Le film aborde ces enjeux publics à travers le prisme très local et à l’échelle du projet. Dans un système où tout doit systématiquement « créer de la valeur » et avoir une fonction, un usage déterminé, le protagoniste raisonne en termes de parcelle, interrogeant ainsi l’incapacité des politiques urbaines à créer gratuitement des espaces de respiration par et pour les riverains.
« L’otium, le loisir studieux, anime Max et nourrit son rapport au paysage. Il est un architecte du végétal dont le projet architectural est aussi politique : il envisage la ville avec en son centre une agora, un lieu pour converser, un espace où le temps peut se suspendre. Les paysages changent, mais les ancrages restent. Il m’a semblé évident de choisir pour décor une ville du Sud. Le choix de Marseille, où la nature et la lumière sont abondantes, s’est imposé. Une cité qui constitue un laboratoire pour Max. Une ville, en mutation, qui, soumise à une politique d’aménagement très coûteuse, renvoie à la question de la gentrification », explique le réalisateur.
Max / Faust
Comment ce Don Quichotte des jardins publics va conserver ses idéaux, sans se renier, dans ce système qui ne répond qu’à la rentabilité économique ? Max, comme les autres professionnels, va se confronter à la réalité du projet (et de sa vie personnelle), notamment via la rencontre avec un architecte reconnu localement, Paul Moudenc (Grégoire Oestermann). Il acceptera le projet alimentaire d’un bar lounge pour Djibril Cissé, dans son propre rôle, dans l’espoir d’être suivi dans sa quête illusoire.

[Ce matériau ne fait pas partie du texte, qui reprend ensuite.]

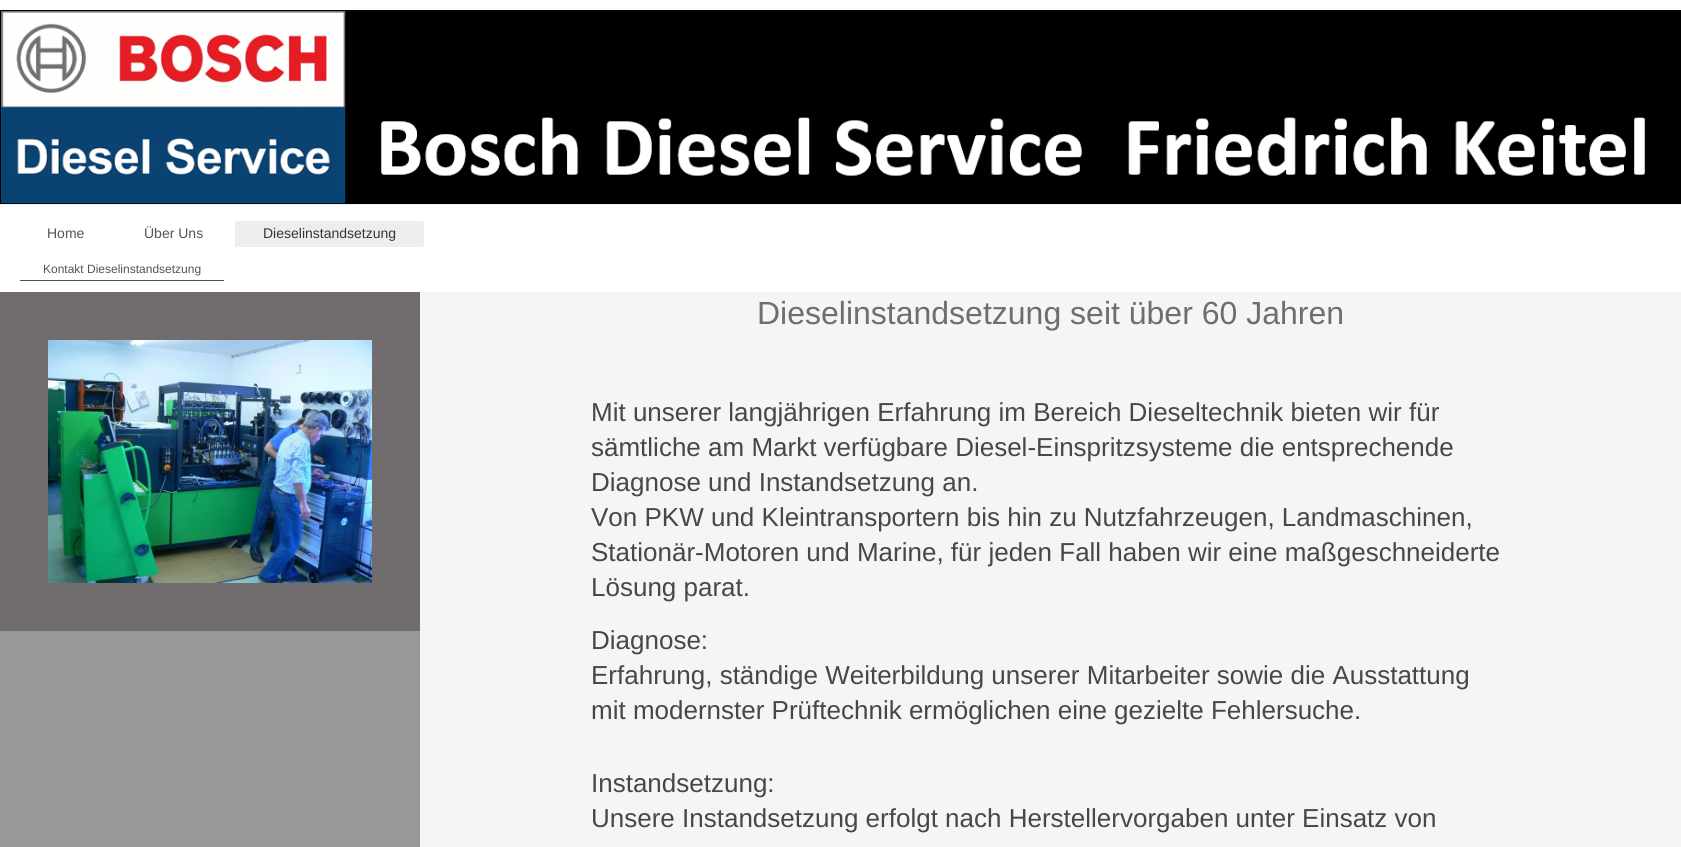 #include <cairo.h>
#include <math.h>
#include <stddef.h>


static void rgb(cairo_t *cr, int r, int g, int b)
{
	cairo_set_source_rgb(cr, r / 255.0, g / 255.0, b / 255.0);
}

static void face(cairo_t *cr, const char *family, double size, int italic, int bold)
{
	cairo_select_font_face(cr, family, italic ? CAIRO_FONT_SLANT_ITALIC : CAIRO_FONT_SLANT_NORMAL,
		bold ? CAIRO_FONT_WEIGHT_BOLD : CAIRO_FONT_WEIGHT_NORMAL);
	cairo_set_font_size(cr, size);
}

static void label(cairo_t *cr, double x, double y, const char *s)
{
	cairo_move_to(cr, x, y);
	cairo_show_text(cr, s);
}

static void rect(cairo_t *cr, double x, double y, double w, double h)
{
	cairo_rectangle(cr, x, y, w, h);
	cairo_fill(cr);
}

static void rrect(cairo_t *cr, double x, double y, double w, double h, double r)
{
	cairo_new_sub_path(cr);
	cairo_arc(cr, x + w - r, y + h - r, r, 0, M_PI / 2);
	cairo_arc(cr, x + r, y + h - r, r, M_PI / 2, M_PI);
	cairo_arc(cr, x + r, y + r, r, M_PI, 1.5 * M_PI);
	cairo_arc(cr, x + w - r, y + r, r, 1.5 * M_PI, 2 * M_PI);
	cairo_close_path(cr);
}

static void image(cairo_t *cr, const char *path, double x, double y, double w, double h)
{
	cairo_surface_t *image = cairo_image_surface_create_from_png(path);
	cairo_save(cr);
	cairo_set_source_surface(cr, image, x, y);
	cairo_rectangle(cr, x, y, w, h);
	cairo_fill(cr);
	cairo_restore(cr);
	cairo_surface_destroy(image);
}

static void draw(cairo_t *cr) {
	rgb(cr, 152, 152, 152);
	cairo_paint(cr);
	rgb(cr, 255, 255, 255);
	rect(cr, 0, 0, 1681, 292);
	image(cr, "image0.png", 0, 10, 1681, 195);
	face(cr, "Liberation Sans", 14, 0, 0);
	rgb(cr, 83, 83, 83);
	label(cr, 47, 238, "Home");
	label(cr, 144, 238, "Über Uns");
	rgb(cr, 237, 237, 237);
	rrect(cr, 235, 221, 189, 26, 2);
	cairo_fill(cr);
	rgb(cr, 53, 53, 53);
	label(cr, 263, 238, "Dieselinstandsetzung");
	rgb(cr, 83, 83, 83);
	rect(cr, 20, 280, 204, 1);
	face(cr, "Liberation Sans", 12, 0, 0);
	label(cr, 43, 273, "Kontakt Dieselinstandsetzung");
	rgb(cr, 113, 109, 110);
	rect(cr, 0, 292, 420, 339);
	image(cr, "image1.png", 48, 340, 324, 243);
	rgb(cr, 245, 245, 245);
	rect(cr, 420, 292, 1261, 555);
	face(cr, "Liberation Sans", 32, 0, 0);
	rgb(cr, 113, 109, 110);
	label(cr, 757, 324, "Dieselinstandsetzung seit über 60 Jahren");
	face(cr, "Liberation Sans", 26, 0, 0);
	rgb(cr, 71, 71, 71);
	label(cr, 591, 421, "Mit unserer langjährigen Erfahrung im Bereich Dieseltechnik bieten wir für");
	label(cr, 591, 456, "sämtliche am Markt verfügbare Diesel-Einspritzsysteme die entsprechende");
	label(cr, 591, 491, "Diagnose und Instandsetzung an.");
	label(cr, 591, 526, "Von PKW und Kleintransportern bis hin zu Nutzfahrzeugen, Landmaschinen,");
	label(cr, 591, 561, "Stationär-Motoren und Marine, für jeden Fall haben wir eine maßgeschneiderte");
	label(cr, 591, 596, "Lösung parat.");
	label(cr, 591, 649, "Diagnose:");
	label(cr, 591, 684, "Erfahrung, ständige Weiterbildung unserer Mitarbeiter sowie die Ausstattung");
	label(cr, 591, 719, "mit modernster Prüftechnik ermöglichen eine gezielte Fehlersuche.");
	label(cr, 591, 792, "Instandsetzung:");
	label(cr, 591, 827, "Unsere Instandsetzung erfolgt nach Herstellervorgaben unter Einsatz von");
}

int main(void) {
	cairo_surface_t *surface = cairo_image_surface_create(CAIRO_FORMAT_RGB24, 1681, 847);
	cairo_t *cr = cairo_create(surface);
	cairo_font_options_t *options = cairo_font_options_create();
	cairo_font_options_set_hint_metrics(options, CAIRO_HINT_METRICS_OFF);
	cairo_font_options_set_hint_style(options, CAIRO_HINT_STYLE_NONE);
	cairo_set_font_options(cr, options);
	cairo_set_miter_limit(cr, 4);
	draw(cr);
	cairo_surface_write_to_png(surface, "render.png");
	cairo_font_options_destroy(options);
	cairo_destroy(cr);
	cairo_surface_destroy(surface);
	return 0;
}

Mais l’architecte a depuis longtemps laissé ses idéaux, s’il en a eu un jour, sur le pas de sa porte, leur préférant de plus lucratifs projets avec vue sur mer ou des pince-fesses en costume avec bracelets VIP. A l’heure de l’affichage politique constant autour des concertations citoyennes, le film démontre, ou témoigne, comment dans la réalité les règles économiques nourrissent chaque jour les désillusions ordinaires des idéalistes aux petits bras et faible réseau.
Comme Tant que le soleil frappe est un portrait, un film chevillé à une personnalité et au point de vue de Max, Philippe Petit souhaitait que la mise en scène s’adapte à son tempérament, à ce qu’il traverse. Max est dans une situation de blocage mais il tente de redessiner son paysage intérieur afin de ne pas abandonner ses ambitions. « Il n’est pas buté, il cherche, et je voulais donc que la caméra ait la liberté d’accompagner les différents états liés à sa recherche. Le spectateur devait être tantôt extérieur à ses émotions, tantôt au plus près, et là j’ai parfois tourné caméra à l’épaule. J’ai voulu travailler la frontière entre l’acteur et le spectateur, l’endroit d’où je regarde et celui où je deviens le personnage », précise le cinéaste
C’est là toute la délicatesse de ce film qui met en scène des tiraillements que subissent les paysagistes et les architectes entre ce qu’il faudrait faire idéalement et ce qu’il est possible de faire sagement. En revanche, Tant que le soleil frappe prend ouvertement le parti du paysagiste, idéaliste face à l’architecte qui ne remettrait pas en cause le système dans lequel il tient un rôle majeur.
A cet égard, le film aurait gagné en épaisseur de ne pas opposer systématiquement les deux créateurs en creusant davantage les mécaniques d’attribution des marchés, constituant une rare occasion de transmettre un peu de la réalité complexe aux curieux, là aussi sans barrière.